Buffy Sainte-Marie says headdresses are 'painful' as fashion trend



Buffy Sainte-Marie has seen fashion-conscious fans show up to concerts wearing headdresses as a trendy statement -- and she's seen enough.

"When it comes to things like headdresses, there are some things that are actually, factually, personally, deeply cultural to our heritage," Sainte-Marie said in an interview in Toronto this week.

"To some guy who's got models in high heels, bikini bottoms, pasties and a big headdress, and everybody's drunk -- I want people to understand why that is painful or disgusting, why that is negative to us.

"It'd be like if you really loved your grandmother or your mom and all of a sudden you're watching wrestling on TV and you see your mom's picture on some wrestler's crotch.

"It's inappropriate. It's not funny. It doesn't help."

For the past few years, headdresses have become a popular -- and controversial -- fashion accessory. The trend seems to rear its ugly head with particular frequency at summer music festivals.

Recently, festivals have fought back against the misguided trend.

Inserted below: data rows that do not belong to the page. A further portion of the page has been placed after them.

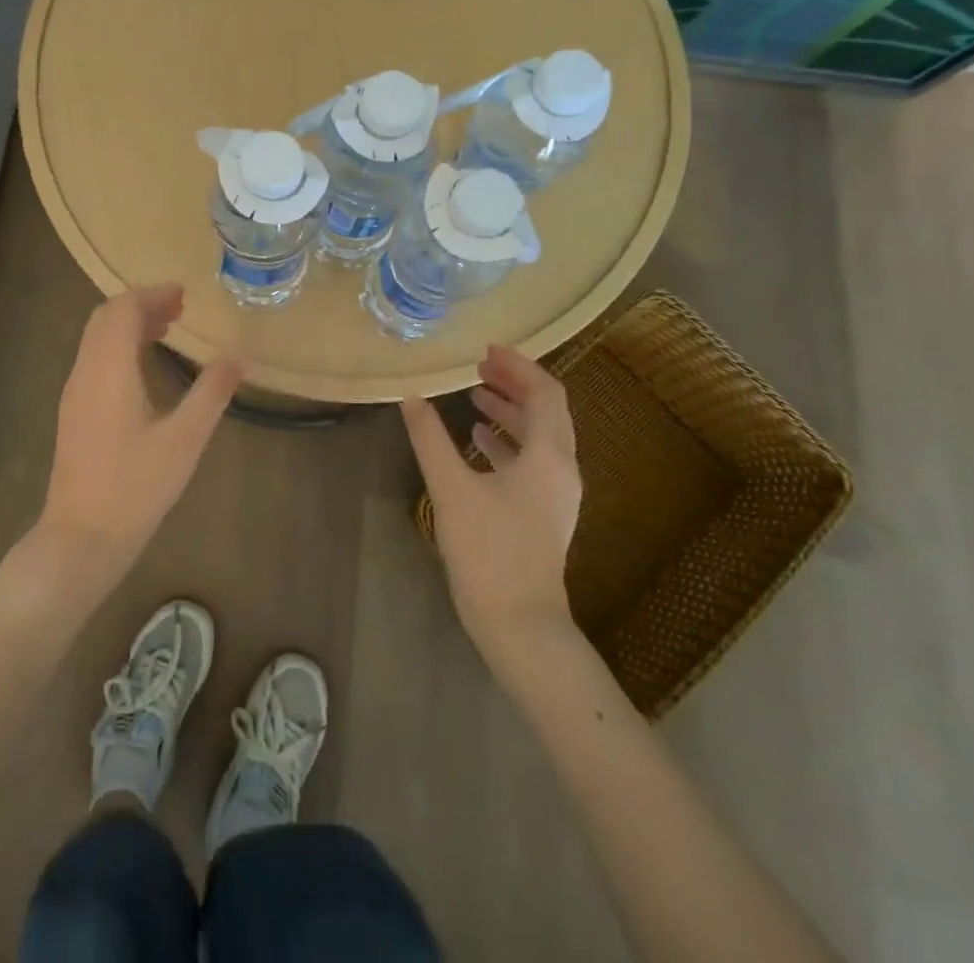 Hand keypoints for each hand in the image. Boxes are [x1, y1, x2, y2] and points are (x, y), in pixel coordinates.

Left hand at [37, 284, 243, 578]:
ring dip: (128, 325)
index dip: (152, 294)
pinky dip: (118, 347)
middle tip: (178, 310)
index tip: (184, 295)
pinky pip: (93, 360)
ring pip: (96, 339)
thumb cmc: (136, 486)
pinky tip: (143, 369)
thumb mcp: (185, 439)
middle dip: (140, 305)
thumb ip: (212, 392)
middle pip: (105, 317)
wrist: (82, 537)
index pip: (123, 309)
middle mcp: (84, 372)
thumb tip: (239, 356)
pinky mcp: (73, 413)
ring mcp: (73, 393)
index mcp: (109, 370)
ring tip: (166, 331)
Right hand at [402, 345, 582, 663]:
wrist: (519, 623)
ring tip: (475, 395)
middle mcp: (562, 468)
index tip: (486, 350)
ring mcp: (556, 494)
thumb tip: (410, 397)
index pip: (545, 392)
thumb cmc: (488, 549)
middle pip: (546, 410)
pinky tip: (476, 441)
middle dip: (514, 384)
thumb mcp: (451, 488)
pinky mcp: (543, 513)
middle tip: (479, 366)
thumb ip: (430, 438)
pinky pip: (531, 462)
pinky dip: (507, 442)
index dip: (519, 365)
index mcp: (550, 455)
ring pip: (539, 437)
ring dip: (510, 411) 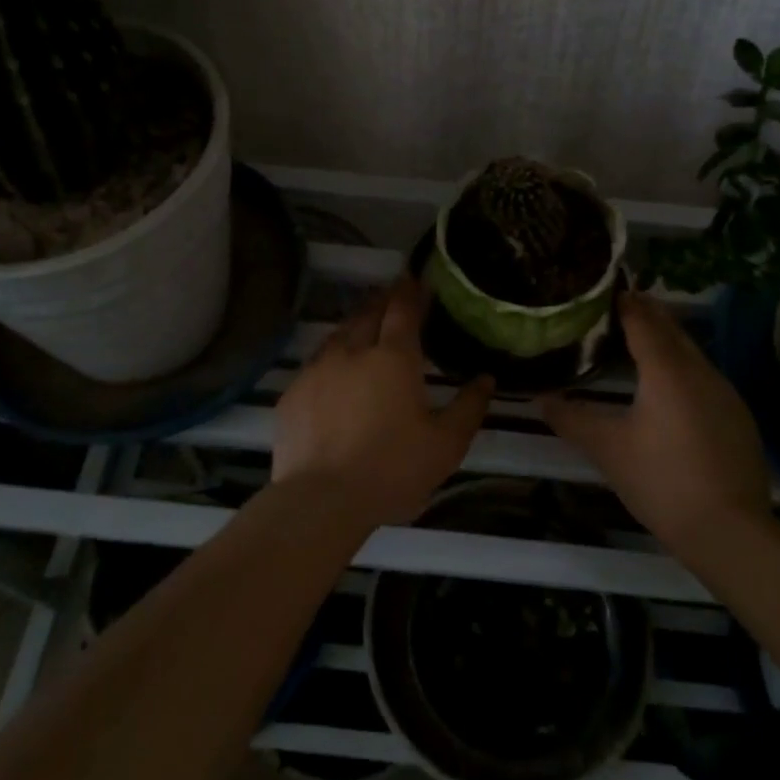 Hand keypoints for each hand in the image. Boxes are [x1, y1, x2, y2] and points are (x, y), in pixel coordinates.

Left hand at [273, 278, 494, 531]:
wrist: (320, 500)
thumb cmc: (391, 470)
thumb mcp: (445, 445)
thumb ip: (469, 408)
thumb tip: (486, 379)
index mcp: (394, 358)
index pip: (403, 309)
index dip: (411, 291)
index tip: (416, 279)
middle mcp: (353, 351)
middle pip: (368, 313)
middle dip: (382, 299)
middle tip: (393, 294)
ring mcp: (317, 369)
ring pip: (338, 333)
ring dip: (355, 323)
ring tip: (365, 324)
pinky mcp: (293, 392)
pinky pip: (315, 362)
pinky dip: (331, 356)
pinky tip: (334, 370)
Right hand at [543, 292, 770, 557]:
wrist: (730, 531)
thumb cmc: (662, 481)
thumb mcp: (608, 449)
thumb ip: (572, 419)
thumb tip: (540, 398)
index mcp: (667, 370)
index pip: (643, 321)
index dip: (624, 303)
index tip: (605, 290)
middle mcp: (700, 371)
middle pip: (672, 330)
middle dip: (647, 314)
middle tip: (619, 306)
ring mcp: (725, 393)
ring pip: (692, 352)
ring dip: (667, 340)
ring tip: (640, 340)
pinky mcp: (738, 417)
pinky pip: (705, 376)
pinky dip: (683, 367)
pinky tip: (671, 386) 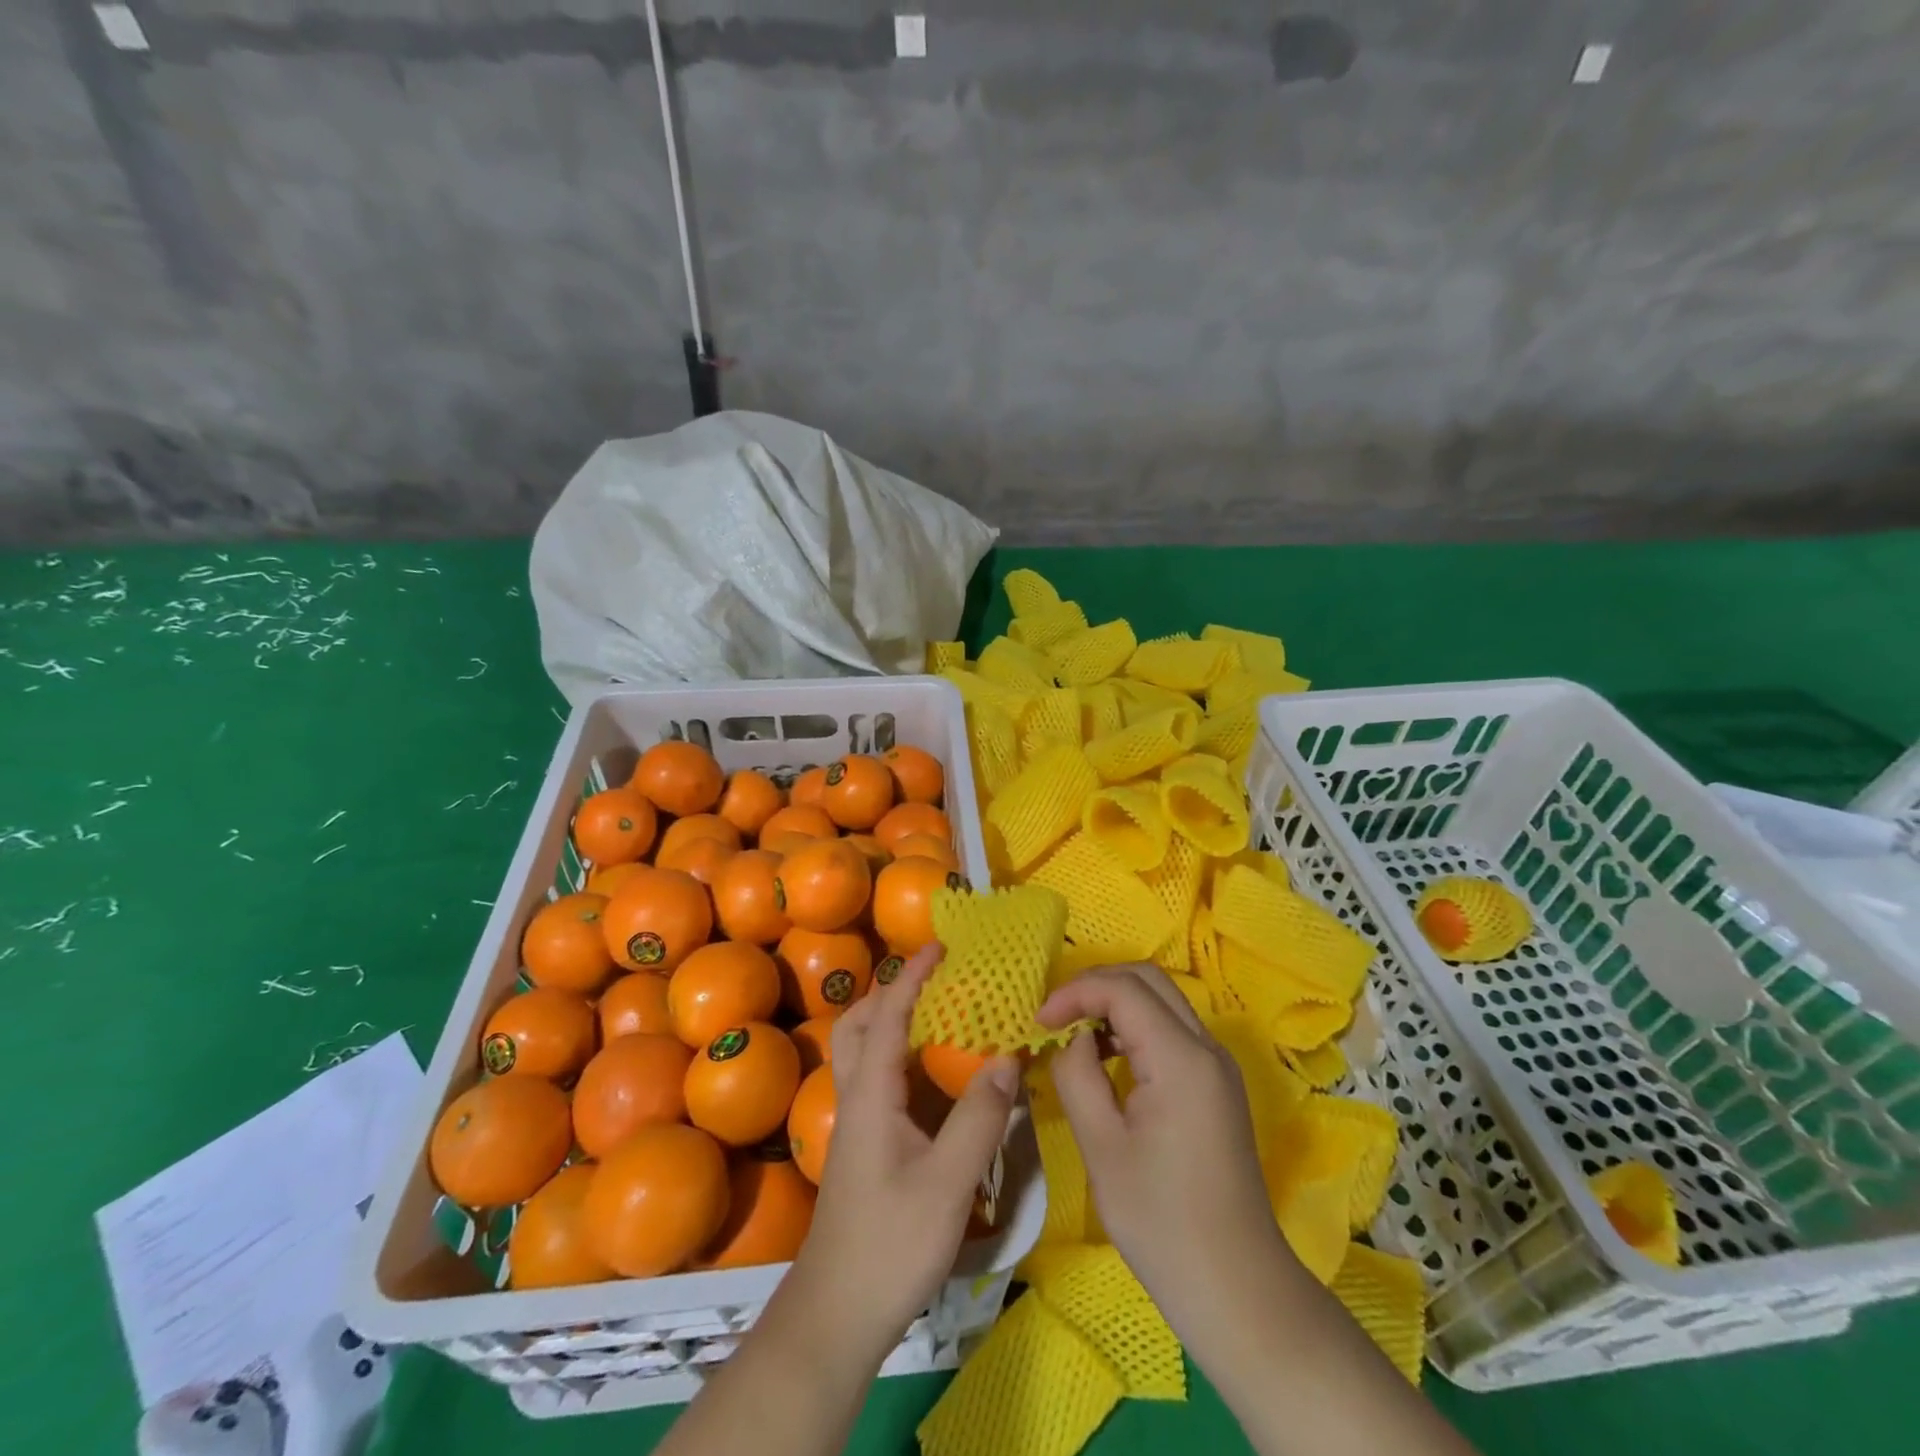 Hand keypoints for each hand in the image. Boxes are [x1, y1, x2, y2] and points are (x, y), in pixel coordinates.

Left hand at [787, 942, 1020, 1355]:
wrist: (837, 1313)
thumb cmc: (891, 1243)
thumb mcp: (947, 1182)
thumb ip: (979, 1118)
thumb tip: (1008, 1060)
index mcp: (871, 1093)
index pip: (887, 1016)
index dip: (911, 977)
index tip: (938, 946)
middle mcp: (856, 1097)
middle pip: (860, 1026)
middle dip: (892, 992)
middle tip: (934, 979)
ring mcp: (856, 1123)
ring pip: (862, 1052)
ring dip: (891, 1021)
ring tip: (936, 1015)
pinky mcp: (863, 1145)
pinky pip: (877, 1079)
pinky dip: (899, 1056)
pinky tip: (932, 1076)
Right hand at [1036, 964, 1306, 1353]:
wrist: (1237, 1287)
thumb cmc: (1162, 1221)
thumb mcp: (1101, 1146)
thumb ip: (1077, 1075)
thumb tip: (1070, 1039)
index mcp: (1181, 1058)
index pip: (1124, 989)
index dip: (1075, 992)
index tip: (1039, 1021)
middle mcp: (1207, 1048)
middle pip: (1148, 979)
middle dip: (1096, 985)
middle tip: (1055, 1016)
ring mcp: (1217, 1066)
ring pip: (1162, 1001)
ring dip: (1115, 1003)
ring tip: (1074, 1035)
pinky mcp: (1216, 1085)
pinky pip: (1172, 1030)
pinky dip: (1135, 1027)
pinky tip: (1108, 1060)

Osheaga, WayHome, Boots and Hearts, Heavy Montreal, Ile Soniq and the Edmonton Folk Festival have all issued bans in various forms on the fake indigenous headwear.

Still, Sainte-Marie says the trend endures.

"We see it a lot in Europe, especially in Germany," said Sainte-Marie, who was recently shortlisted for the Polaris Music Prize for her fiery album "Power in the Blood."

"You see these people showing up and they have handmade, craftsy, fake headdress-like things, and they somehow think they're paying us a compliment.

"But we let them know."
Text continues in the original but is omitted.